A 31-year-old man presented with left knee pain and knee locking that occurred only with flexion during squatting exercises at the gym. Eighteen years earlier, he had sustained a blow to the outstretched knee in a lacrosse event. He had been managed with immobilization followed by 3 months of physical therapy.
On physical examination at presentation, a nodule was noted to be mobile with the knee in the flexed position. The nodule would move distally and then lock the knee, with maximum flexion of the knee. To unlock, the knee had to be flexed and the nodule would have to be manipulated in the proximal and anterior directions, thus allowing for full mobility. The physical examination of the knee was otherwise negative with intact ligaments.
Imaging included radiographs that demonstrated a 1.2 × 1.6 cm nodule lateral to the left femoral condyle (Figs. 1-A and 1-B). Follow-up magnetic resonance imaging (MRI) scans showed the nodule in the popliteus sulcus, thinning of the popliteus tendon, and a trace joint effusion (Figs. 2-A and 2-B). The decision was made to excise the nodule.

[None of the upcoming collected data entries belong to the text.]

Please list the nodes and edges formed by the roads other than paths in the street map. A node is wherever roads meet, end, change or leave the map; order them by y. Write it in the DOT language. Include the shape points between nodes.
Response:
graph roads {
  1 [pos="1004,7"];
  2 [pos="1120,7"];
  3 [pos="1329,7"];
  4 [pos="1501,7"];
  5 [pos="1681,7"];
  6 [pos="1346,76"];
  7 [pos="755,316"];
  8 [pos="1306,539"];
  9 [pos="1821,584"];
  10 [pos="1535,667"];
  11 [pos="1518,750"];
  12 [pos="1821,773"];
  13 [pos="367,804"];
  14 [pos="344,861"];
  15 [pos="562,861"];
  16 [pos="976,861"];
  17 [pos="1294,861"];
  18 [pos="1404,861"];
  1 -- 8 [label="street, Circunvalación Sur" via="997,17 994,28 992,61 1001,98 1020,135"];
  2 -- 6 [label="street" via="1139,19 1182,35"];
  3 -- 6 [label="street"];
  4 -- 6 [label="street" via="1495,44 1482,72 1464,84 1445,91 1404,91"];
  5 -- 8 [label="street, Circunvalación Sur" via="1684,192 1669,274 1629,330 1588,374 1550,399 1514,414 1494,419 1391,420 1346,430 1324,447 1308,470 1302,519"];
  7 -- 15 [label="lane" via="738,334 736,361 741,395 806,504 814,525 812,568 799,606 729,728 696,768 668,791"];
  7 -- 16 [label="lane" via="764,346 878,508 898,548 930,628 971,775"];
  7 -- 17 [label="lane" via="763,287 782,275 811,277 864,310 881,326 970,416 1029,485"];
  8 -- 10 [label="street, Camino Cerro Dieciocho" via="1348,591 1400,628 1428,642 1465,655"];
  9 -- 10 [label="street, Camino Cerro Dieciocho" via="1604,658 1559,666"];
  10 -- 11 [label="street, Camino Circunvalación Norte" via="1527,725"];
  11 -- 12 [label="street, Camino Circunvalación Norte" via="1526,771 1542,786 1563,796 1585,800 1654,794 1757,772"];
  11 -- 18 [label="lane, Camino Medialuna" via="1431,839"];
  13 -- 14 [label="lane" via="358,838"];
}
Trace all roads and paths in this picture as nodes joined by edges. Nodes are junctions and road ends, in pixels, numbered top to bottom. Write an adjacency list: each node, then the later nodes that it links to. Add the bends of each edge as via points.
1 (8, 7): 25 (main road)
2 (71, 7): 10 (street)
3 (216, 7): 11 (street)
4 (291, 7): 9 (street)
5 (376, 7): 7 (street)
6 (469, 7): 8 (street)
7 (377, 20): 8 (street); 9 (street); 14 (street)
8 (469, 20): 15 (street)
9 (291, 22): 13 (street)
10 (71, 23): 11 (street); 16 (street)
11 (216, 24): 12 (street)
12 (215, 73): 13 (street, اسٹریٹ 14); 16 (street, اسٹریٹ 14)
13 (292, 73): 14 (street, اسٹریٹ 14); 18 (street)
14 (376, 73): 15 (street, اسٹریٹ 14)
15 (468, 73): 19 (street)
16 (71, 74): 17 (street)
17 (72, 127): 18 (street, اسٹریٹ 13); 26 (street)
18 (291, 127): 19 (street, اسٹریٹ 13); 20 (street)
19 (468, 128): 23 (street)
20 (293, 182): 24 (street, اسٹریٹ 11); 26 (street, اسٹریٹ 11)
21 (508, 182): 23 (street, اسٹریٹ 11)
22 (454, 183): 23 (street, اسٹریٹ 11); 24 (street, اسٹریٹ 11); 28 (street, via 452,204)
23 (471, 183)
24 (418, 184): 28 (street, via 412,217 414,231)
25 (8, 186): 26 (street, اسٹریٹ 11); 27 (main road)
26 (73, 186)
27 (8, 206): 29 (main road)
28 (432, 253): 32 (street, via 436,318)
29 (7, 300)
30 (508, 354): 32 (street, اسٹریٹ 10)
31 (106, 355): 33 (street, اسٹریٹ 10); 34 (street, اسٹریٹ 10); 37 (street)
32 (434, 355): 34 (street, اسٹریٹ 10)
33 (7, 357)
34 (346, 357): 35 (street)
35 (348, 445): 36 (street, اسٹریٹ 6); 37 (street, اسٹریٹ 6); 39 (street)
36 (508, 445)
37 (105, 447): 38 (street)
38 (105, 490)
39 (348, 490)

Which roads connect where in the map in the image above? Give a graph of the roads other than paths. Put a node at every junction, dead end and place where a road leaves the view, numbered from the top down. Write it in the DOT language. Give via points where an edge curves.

Arthroscopy of the knee was performed with standard anteromedial and anterolateral portals. Diagnostic arthroscopy demonstrated intact chondral surfaces with no meniscal abnormalities. The cruciate ligaments were intact. The lateral gutter was examined, and the nodule was found to be extra-articular. It was decided to proceed with open excision.
Next, an incision was made centered over the lateral epicondyle. The iliotibial band was split, and the nodule was identified and delivered bluntly (Figs. 3-A and 3-B). The wound was closed in a layered fashion.